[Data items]
--------------------
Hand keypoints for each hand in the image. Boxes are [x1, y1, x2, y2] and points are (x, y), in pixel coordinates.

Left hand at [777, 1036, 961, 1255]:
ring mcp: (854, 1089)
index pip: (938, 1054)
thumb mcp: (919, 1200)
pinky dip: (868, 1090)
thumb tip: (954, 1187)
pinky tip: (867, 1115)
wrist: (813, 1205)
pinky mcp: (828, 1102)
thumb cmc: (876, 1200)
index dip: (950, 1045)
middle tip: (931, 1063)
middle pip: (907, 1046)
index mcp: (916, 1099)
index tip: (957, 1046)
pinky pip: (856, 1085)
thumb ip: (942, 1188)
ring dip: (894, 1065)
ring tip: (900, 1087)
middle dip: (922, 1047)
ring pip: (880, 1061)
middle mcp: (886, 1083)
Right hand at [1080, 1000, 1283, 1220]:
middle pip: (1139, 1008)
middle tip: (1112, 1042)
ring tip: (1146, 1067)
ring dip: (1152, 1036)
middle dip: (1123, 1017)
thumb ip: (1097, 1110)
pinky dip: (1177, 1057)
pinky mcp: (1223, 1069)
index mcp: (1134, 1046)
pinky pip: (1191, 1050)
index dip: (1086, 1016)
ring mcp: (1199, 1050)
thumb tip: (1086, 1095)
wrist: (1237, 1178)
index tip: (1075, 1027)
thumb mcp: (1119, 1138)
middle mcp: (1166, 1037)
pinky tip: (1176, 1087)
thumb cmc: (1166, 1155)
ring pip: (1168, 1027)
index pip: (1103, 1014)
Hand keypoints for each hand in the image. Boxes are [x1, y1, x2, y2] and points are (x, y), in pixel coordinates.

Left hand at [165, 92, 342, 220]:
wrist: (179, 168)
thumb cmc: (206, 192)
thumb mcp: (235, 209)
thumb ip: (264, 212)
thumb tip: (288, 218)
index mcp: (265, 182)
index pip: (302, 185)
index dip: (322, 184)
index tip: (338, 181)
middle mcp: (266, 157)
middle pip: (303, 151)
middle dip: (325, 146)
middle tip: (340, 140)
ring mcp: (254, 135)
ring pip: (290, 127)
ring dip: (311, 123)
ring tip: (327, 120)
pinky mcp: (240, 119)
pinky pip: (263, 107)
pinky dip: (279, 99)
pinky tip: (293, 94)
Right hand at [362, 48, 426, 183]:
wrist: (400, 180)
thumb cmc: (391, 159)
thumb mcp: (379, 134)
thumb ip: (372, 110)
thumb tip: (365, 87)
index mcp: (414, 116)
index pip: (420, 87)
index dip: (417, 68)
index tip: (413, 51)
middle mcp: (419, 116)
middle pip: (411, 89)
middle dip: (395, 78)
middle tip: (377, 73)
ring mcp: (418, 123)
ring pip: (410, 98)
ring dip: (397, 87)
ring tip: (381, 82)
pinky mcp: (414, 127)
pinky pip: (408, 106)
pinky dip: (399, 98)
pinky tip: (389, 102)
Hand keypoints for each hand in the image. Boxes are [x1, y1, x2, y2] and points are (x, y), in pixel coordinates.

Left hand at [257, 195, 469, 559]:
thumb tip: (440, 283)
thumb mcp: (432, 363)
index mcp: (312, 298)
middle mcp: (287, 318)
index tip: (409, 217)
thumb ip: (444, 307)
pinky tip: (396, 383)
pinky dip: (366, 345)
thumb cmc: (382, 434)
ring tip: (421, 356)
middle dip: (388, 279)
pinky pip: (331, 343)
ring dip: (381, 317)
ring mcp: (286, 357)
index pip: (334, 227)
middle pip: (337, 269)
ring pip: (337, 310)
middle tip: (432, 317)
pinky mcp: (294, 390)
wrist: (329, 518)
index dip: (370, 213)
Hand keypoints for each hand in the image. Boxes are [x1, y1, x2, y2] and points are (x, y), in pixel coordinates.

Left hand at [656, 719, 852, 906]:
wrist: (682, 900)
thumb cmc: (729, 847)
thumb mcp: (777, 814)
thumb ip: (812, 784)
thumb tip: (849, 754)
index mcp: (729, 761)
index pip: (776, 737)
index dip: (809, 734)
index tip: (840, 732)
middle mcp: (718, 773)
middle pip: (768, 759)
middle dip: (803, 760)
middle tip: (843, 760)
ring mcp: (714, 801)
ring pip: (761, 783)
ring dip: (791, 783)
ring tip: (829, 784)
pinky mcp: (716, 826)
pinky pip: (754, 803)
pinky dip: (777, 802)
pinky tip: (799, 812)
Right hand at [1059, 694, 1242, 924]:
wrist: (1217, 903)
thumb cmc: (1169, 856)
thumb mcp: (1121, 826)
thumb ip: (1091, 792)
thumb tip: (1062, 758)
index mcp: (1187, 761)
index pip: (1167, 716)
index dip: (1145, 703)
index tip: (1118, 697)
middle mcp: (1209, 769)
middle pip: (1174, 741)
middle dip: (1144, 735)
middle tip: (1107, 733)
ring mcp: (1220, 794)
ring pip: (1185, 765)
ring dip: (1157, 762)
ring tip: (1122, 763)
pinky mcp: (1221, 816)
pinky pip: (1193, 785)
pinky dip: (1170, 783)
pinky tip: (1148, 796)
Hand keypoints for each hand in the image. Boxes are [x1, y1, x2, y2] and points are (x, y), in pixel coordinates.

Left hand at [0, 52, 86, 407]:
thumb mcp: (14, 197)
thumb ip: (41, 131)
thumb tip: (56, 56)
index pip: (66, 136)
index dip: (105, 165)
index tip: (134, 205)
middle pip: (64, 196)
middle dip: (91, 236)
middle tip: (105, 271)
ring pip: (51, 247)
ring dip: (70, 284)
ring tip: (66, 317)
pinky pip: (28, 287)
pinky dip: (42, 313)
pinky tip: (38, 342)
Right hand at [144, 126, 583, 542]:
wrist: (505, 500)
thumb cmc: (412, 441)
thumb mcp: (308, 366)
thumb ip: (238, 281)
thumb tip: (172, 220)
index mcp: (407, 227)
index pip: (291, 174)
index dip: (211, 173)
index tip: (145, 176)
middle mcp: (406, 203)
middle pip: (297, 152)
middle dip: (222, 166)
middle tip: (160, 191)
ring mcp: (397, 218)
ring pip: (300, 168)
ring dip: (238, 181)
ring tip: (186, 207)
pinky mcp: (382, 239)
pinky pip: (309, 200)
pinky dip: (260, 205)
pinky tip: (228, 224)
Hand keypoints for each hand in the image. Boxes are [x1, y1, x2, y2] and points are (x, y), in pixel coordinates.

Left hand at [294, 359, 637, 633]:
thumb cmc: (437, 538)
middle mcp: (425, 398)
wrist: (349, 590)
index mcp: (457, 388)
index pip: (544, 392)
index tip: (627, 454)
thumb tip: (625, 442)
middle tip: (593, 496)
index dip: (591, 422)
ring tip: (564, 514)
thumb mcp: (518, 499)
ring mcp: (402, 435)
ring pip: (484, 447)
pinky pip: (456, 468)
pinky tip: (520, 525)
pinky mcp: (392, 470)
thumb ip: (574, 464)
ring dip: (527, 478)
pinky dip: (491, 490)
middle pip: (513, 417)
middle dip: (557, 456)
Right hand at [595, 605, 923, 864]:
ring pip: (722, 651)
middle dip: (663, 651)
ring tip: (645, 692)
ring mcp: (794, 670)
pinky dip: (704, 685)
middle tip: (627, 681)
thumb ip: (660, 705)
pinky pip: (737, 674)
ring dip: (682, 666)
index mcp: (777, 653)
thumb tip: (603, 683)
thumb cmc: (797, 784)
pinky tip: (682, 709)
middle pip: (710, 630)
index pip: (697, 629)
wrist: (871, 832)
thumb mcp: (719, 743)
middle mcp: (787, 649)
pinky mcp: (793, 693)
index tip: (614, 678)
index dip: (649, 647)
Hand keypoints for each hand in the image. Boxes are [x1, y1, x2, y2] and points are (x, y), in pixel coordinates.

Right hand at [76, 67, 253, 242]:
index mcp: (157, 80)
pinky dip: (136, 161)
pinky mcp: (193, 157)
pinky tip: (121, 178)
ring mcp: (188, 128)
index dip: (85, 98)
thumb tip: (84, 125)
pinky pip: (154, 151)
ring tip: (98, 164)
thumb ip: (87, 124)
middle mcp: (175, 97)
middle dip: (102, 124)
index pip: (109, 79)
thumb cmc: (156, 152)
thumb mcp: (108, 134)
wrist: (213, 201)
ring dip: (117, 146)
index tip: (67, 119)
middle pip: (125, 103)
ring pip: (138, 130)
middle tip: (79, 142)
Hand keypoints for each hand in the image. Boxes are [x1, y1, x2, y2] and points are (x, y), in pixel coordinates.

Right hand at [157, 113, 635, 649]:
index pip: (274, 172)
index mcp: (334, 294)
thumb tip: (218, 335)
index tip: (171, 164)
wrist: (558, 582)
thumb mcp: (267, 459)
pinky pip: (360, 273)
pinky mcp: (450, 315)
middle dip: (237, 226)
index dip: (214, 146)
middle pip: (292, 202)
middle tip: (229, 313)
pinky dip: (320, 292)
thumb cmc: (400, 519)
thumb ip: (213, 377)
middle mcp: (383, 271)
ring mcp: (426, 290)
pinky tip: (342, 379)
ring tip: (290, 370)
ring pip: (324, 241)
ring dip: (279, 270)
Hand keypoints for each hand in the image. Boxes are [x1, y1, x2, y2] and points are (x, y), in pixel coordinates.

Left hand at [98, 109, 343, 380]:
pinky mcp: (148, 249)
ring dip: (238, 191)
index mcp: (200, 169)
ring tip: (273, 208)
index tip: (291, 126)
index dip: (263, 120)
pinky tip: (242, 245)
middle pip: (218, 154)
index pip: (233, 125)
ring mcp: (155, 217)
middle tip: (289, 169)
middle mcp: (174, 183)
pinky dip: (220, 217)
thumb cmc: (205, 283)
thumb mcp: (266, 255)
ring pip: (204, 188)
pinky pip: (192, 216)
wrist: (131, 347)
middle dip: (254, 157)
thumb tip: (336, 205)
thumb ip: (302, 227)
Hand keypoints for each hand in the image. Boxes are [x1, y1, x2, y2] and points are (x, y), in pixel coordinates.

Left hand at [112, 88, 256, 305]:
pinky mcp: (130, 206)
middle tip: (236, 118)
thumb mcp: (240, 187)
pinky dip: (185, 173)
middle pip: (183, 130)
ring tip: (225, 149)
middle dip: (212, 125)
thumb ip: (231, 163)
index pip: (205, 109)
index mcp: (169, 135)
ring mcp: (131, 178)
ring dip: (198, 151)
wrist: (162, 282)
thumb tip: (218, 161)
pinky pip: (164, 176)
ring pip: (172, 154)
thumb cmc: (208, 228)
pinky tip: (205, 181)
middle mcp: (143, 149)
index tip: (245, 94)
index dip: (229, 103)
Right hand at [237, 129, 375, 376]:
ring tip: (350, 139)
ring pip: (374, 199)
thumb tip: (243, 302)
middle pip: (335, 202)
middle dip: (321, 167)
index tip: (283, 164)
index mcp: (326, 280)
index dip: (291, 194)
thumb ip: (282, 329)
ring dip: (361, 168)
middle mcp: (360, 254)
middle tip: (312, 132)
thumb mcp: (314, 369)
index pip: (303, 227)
--------------------
= What is expected =
Both the line containing "pinky pip: (737, 674)" and the line containing "pinky dip: (220, 217)" belong in the answer. Print them and every line above that falls between them exactly, and no others.

= Completed exercise =
pinky pip: (737, 674)
ring dip: (682, 666)
index mcp: (777, 653)
thumb tip: (603, 683)
thumb cmc: (797, 784)
pinky tip: (682, 709)
middle pip: (710, 630)
index pip: (697, 629)
wrist: (871, 832)
thumb mcp: (719, 743)
middle mcp: (787, 649)
pinky mcp: (793, 693)
index tip: (614, 678)
index dip: (649, 647)
Hand keypoints for each hand in the image. Boxes are [x1, y1, x2, y2] and points are (x, y), in pixel coordinates.

Right hand at [76, 67, 253, 242]:
index mcp: (157, 80)
pinky dip: (136, 161)
pinky mcp: (193, 157)
pinky tip: (121, 178)
ring mcp: (188, 128)
index dip: (85, 98)
thumb tip: (84, 125)
pinky pip: (154, 151)
ring tip: (98, 164)
thumb ip: (87, 124)
middle mcp: (175, 97)
middle dip: (102, 124)
index pip: (109, 79)
thumb cmc: (156, 152)
thumb mcp: (108, 134)
wrist: (213, 201)
ring dip: (117, 146)
index tip: (67, 119)
middle pip: (125, 103)
ring pip: (138, 130)
middle tip: (79, 142)
Hand keypoints for each hand in the image. Boxes are [x1, y1, x2, y2] and points are (x, y), in pixel coordinates.

Right hand at [157, 113, 635, 649]:
index pip: (274, 172)
index mcp: (334, 294)
thumb tip: (218, 335)
index tip: (171, 164)
wrist: (558, 582)
thumb mcp: (267, 459)
pinky pip: (360, 273)
pinky mcp: (450, 315)
middle dip: (237, 226)
index dip: (214, 146)
middle pip: (292, 202)
middle tip: (229, 313)
pinky dip: (320, 292)
thumb cmc: (400, 519)
thumb ip: (213, 377)
middle mcp: (383, 271)
ring mcp: (426, 290)
pinky tip: (342, 379)
ring tip: (290, 370)
ring pip: (324, 241)
ring dip: (279, 270)
Hand keypoints for each hand in the image. Boxes are [x1, y1, x2, y2] and points are (x, y), in pixel coordinates.

Left hand at [98, 109, 343, 380]:
pinky mcp: (148, 249)
ring dip: (238, 191)
index mcp: (200, 169)
ring tip: (273, 208)
index tip: (291, 126)
index dip: (263, 120)
pinky tip: (242, 245)
middle pip: (218, 154)
index pip: (233, 125)
ring mcp: (155, 217)
middle tip: (289, 169)
middle mcp: (174, 183)
pinky dip: (220, 217)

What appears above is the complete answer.